Equivalent linear and bounding analyses of bilinear hysteretic isolation systems

Abstract

With verifications through many relevant researches in the past few decades, adopting the equivalent lateral force procedure for designing seismically isolated structures as a preliminary or even final design approach has become considerably mature and publicly acceptable, especially for seismic isolation systems that mechanically exhibit bilinear hysteretic behavior. During the design procedure, in addition to a given seismic demand, structural designers still need to previously determine three parameters, such as mechanical properties of seismic isolation systems or design parameters and performance indices of seismically isolated structures.

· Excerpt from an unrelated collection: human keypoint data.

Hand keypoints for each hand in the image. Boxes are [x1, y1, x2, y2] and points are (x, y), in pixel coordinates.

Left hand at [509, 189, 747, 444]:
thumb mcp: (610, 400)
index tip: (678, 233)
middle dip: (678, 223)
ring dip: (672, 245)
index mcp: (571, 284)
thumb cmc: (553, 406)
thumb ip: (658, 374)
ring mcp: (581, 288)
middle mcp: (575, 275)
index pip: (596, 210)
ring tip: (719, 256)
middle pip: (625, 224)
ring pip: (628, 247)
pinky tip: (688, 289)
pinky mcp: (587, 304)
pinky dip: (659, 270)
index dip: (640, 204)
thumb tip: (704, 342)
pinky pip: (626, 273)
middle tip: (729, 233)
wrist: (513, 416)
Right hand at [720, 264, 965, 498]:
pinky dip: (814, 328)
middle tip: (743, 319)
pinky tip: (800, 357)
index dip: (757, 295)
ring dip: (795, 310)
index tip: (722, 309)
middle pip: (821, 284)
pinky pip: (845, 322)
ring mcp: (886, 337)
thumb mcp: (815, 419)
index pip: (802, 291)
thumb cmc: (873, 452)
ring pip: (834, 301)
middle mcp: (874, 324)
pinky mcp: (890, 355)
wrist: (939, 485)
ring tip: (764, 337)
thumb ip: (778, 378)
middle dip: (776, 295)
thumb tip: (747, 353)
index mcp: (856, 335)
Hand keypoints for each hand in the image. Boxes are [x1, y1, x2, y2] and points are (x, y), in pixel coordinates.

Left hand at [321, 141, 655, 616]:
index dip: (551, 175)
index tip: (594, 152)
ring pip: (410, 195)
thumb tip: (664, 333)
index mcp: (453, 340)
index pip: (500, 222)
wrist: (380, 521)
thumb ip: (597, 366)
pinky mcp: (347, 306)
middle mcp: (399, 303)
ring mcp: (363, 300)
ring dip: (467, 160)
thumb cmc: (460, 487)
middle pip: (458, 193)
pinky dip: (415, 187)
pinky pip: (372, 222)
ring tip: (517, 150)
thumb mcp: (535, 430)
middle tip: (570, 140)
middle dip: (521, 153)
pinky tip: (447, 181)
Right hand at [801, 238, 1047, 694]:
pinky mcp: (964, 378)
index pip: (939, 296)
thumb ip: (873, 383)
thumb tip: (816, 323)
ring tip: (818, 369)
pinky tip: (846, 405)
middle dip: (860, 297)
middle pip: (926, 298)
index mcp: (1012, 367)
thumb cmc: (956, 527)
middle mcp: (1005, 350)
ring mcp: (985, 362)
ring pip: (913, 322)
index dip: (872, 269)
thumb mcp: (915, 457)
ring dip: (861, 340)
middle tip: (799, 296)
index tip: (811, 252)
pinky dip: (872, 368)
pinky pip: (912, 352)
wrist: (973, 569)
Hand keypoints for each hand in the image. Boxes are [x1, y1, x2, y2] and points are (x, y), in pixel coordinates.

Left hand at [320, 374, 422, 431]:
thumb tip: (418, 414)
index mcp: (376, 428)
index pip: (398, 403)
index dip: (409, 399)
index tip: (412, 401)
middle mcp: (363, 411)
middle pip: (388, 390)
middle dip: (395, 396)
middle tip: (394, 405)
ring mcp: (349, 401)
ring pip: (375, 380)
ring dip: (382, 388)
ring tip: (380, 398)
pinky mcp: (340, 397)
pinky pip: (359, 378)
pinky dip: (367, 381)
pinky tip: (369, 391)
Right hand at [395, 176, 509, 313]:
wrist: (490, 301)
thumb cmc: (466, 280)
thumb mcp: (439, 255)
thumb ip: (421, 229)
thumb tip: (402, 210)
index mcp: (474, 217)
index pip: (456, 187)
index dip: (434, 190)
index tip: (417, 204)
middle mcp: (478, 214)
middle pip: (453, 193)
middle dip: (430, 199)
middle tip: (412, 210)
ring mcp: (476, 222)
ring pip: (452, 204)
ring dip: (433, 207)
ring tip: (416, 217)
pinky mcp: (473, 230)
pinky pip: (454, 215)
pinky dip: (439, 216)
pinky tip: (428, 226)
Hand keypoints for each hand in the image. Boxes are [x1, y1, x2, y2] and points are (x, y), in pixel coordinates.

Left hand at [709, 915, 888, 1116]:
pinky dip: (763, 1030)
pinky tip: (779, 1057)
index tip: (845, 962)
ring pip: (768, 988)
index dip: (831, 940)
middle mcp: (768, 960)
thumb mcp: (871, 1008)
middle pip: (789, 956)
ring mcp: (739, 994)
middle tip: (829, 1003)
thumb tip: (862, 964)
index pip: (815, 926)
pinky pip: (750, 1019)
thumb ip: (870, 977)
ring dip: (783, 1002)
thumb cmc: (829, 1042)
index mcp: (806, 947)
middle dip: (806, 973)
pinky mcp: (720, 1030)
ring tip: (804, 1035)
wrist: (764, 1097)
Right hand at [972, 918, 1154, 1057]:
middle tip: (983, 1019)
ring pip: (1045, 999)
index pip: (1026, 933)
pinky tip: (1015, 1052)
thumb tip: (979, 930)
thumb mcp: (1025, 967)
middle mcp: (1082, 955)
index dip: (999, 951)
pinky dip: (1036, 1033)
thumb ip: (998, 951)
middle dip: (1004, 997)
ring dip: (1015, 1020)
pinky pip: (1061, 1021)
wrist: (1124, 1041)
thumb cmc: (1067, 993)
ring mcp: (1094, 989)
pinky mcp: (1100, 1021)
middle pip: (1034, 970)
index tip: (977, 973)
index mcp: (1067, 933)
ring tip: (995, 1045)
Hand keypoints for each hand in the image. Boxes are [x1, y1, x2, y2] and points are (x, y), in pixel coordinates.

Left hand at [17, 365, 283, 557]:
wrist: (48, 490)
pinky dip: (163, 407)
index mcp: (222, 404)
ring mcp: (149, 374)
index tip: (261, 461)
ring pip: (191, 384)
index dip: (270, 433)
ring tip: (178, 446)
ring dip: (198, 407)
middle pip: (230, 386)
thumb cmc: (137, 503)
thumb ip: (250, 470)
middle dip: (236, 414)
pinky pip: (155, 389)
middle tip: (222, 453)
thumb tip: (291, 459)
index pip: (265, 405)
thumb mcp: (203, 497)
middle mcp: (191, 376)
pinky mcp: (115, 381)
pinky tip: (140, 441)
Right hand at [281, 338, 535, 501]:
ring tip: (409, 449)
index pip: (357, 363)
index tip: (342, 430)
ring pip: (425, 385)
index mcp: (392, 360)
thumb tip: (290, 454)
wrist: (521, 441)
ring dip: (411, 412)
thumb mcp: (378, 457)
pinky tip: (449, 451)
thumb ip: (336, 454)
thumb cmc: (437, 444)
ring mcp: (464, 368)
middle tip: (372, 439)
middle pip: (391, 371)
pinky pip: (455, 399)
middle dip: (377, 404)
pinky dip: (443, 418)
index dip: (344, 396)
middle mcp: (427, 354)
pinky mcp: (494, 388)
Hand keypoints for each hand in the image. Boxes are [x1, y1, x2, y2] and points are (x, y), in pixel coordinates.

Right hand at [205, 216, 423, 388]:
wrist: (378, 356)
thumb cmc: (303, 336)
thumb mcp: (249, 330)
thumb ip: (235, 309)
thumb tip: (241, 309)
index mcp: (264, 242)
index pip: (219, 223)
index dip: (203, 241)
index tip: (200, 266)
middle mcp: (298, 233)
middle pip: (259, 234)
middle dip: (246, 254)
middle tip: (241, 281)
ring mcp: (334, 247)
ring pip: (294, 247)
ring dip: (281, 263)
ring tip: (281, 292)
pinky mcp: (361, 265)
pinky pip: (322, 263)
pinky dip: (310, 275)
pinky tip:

However, an arbitrary or improper selection of given parameters might cause diverse or even unacceptable design results, thus troubling structural designers very much. In this study, first, based on the criterion that at least either two design parameters or two performance indices of seismically isolated structures are decided previously, the rationality and applicability of design results obtained from different conditions are examined. Moreover, to consider variations of design parameters of seismically isolated structures attributed to uncertainties of mechanical properties of seismic isolation systems, one of the conditions is adopted to perform bounding analysis for seismic isolation design. The analysis results indicate that with a reasonable equivalent damping ratio designed, considering a specific variation for two design parameters (the effective stiffness and equivalent damping ratio) could present more conservative bounding design results (in terms of isolation displacement and acceleration transmissibility) than considering the same variation but for two mechanical properties (the characteristic strength and post-yield stiffness).